L’inizio peraltro farebbe pensare ad un CD elettronico, ma più di stampo anni ’80: i synth dolci di Love Theme (4K VHS) fanno tornare alla memoria le atmosfere della serie Stranger Things. Anche la successiva Drag [Crashed], seppur maggiormente rock e dura, ha delle tendenze dance non banali.

Sono due dei migliori brani del lavoro e delineano solo in parte l’estetica del gruppo; ad esempio, la brevissima Mosaick è puro rumore bianco. Il noise trionfa anche in 2 Stripe, mentre è più tranquilla Iron Maiden. Altro brano interessante è Peach Fuzz, techno di alto livello.

Se qualcuno desidera informazioni sui testi di “i’ve seen a way”, diciamo che non sono la parte più riuscita del disco: un po’ per l’uso che Caulfield fa della sua voce, un po’ per la presenza del francese che rende tutto più musicale ma meno intelligibile, è spesso difficile capire di cosa parlino le canzoni in tracklist. Tra i versi più evocativi abbiamo l’inquietante “Everything is allowed… Finish off your opponent” (Injury Detail), mentre 2 Stripe contiene un verso più ottimista: “Always remember: there are more of us than them”.
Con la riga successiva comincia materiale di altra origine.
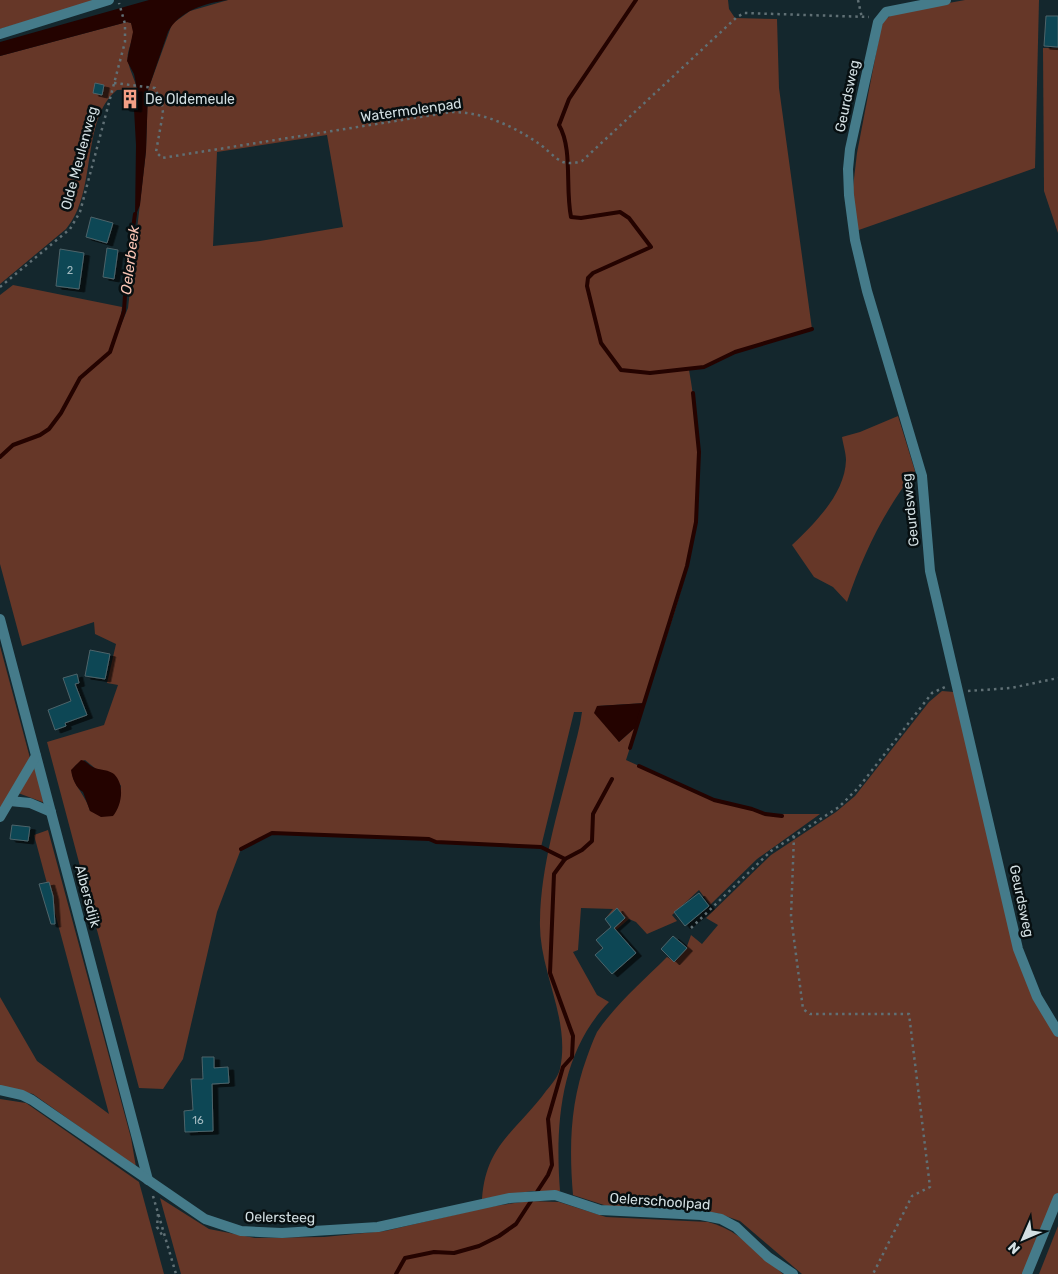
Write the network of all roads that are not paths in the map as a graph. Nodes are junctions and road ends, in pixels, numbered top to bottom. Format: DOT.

In conclusione, “i’ve seen a way”, come annuncia il titolo, ha trovato un sottile equilibrio tra sperimentalismo e accessibilità, almeno nelle sue parti meno rumorose. Non tutto gira alla perfezione, ma nei suoi momenti migliori il CD è davvero riuscito e inserisce i Mandy, Indiana tra le migliori promesse della scena rock sperimentale d’Oltremanica.

Voto finale: 7,5.

Blondshell, “Blondshell”

Blondshell album

L’esordio di Sabrina Teitelbaum, in arte Blondshell, può suonare nostalgico verso un certo rock anni ’90, a firma Hole e Liz Phair: ragazze sicure di sé, preda di uomini spesso ingombranti (si pensi a Courtney Love e alla sua relazione con Kurt Cobain), desiderose di raccontare le loro esperienze di vita e offrire una prospettiva diversa rispetto a quella maschio-centrica secondo loro prevalente.

“Blondshell” da questo punto di vista non è quindi un album innovativo, ma l’indie rock suonato da Teitelbaum genera un CD coerente e sempre interessante: i 32 minuti di durata evitano qualsiasi effetto filler e rendono l’ascolto organico, con picchi come Kiss City e Salad. Invece, sotto la media del disco resta solo Dangerous.

Liricamente, Blondshell si propone come cantrice dei traumi della crescita e di relazioni sbagliate: “Not in a position to judge, I know with drugs there’s never enough” canta sconsolata in Sober Together. In Olympus rimpiange un amore del passato: “I’d still kill for you”, mentre in Sepsis prende in giro un ex fidanzato (che sia lo stesso di prima?): “He wears a front-facing cap, the sex is almost always bad”. I versi più potenti sono contenuti però in Salad, in cui promette di vendicare l’aggressione subita da un’amica: “She took him to the courthouse and somehow he got off… Then I saw him laughing with his lawyer in the parking lot”.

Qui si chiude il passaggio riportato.